* Required action *
Look through the lines below and extract any with the word "main".

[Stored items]
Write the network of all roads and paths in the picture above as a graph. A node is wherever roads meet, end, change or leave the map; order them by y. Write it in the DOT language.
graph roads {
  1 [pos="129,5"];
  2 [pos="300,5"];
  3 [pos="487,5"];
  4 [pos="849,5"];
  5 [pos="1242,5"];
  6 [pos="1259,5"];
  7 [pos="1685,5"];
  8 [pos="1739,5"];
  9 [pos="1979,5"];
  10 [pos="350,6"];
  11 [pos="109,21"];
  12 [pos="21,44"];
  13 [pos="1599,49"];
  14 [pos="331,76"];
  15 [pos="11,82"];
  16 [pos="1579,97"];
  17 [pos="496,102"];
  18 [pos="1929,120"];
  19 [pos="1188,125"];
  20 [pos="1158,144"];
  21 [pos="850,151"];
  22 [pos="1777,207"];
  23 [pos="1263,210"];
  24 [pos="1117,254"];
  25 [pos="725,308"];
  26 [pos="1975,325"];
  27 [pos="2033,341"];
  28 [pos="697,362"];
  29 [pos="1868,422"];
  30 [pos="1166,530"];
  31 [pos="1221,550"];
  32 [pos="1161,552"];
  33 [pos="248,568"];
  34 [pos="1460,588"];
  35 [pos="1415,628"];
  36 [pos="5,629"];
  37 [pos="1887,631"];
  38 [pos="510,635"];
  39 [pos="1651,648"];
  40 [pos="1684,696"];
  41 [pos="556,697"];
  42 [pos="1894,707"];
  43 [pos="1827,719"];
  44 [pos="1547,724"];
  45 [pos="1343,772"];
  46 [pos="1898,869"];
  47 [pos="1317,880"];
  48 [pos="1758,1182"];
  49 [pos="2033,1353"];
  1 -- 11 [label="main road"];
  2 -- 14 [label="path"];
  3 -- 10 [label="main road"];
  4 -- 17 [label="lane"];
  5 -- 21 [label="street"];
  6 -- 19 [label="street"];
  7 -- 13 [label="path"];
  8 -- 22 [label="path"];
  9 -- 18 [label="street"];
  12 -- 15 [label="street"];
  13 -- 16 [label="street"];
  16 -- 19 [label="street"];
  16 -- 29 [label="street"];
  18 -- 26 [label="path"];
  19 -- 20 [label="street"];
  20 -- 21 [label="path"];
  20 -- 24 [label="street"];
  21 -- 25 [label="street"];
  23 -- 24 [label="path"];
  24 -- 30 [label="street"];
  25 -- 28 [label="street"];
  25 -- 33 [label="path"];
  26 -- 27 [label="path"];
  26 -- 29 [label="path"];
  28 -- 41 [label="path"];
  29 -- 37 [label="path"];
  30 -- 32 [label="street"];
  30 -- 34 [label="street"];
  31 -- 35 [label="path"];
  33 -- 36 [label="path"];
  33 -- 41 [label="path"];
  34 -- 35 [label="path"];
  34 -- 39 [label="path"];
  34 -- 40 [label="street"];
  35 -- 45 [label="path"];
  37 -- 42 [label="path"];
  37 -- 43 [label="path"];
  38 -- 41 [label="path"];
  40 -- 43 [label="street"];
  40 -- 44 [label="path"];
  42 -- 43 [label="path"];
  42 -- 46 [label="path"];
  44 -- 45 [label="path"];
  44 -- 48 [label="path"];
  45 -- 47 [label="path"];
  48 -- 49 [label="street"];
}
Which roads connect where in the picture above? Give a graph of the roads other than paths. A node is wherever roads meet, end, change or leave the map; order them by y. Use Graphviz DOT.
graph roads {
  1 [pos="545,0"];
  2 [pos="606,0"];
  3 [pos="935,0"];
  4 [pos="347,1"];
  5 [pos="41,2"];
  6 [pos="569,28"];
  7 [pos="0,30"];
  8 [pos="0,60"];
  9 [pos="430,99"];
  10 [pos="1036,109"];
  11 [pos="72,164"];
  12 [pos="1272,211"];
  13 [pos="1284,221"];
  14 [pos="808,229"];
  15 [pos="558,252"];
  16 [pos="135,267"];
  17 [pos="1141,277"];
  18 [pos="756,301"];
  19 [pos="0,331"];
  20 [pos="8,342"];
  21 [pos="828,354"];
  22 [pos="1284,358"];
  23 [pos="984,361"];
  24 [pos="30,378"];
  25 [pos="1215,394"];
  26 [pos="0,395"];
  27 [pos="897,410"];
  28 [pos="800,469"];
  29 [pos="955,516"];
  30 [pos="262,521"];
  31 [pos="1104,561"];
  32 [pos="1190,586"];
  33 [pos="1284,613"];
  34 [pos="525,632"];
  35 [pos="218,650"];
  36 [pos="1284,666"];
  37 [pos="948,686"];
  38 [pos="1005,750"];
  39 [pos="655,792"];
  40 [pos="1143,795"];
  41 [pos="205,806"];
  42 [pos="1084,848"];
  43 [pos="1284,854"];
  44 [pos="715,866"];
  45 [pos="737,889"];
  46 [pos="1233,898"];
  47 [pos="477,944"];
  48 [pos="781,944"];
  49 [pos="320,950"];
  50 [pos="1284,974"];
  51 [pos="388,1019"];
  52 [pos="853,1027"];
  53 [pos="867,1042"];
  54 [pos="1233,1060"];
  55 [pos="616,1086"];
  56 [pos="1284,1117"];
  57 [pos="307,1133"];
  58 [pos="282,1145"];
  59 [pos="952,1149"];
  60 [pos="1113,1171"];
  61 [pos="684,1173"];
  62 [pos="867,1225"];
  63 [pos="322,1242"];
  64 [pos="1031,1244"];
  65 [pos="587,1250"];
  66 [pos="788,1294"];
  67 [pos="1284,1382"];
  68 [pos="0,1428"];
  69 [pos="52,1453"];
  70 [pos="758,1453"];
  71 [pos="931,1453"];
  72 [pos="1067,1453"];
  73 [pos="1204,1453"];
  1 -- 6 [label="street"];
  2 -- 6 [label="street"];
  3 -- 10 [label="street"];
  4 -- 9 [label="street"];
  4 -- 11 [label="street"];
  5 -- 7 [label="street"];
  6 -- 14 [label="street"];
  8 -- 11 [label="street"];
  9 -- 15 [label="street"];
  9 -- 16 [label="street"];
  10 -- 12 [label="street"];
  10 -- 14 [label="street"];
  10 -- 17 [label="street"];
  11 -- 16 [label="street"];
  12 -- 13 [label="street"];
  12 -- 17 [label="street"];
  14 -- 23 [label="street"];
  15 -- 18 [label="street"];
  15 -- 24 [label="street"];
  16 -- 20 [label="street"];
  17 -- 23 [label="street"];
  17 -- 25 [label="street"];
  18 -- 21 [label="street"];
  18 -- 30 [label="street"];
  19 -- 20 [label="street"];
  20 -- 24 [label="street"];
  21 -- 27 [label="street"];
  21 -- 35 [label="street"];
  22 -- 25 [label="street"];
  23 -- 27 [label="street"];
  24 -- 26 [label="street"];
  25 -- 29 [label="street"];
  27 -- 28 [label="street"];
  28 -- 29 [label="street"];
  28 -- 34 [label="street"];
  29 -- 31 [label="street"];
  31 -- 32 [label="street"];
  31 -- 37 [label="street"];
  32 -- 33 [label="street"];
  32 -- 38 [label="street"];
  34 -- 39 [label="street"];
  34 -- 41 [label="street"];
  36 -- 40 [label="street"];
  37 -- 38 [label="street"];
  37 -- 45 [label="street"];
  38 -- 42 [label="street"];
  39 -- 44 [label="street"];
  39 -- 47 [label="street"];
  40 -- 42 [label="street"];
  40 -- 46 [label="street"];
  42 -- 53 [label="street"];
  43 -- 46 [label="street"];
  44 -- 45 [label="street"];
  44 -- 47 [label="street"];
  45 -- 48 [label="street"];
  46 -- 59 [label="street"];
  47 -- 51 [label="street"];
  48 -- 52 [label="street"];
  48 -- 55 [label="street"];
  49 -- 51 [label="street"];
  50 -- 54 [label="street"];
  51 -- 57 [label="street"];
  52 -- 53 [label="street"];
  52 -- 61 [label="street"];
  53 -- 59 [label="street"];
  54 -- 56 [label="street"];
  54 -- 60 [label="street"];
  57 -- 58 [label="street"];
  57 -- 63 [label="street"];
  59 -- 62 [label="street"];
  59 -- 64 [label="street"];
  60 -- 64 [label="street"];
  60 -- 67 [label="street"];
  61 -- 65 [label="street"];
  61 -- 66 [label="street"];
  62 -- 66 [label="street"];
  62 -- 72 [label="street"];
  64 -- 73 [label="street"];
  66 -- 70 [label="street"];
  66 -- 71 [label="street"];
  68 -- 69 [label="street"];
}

* Your response *
  1 -- 11 [label="main road"];
  3 -- 10 [label="main road"];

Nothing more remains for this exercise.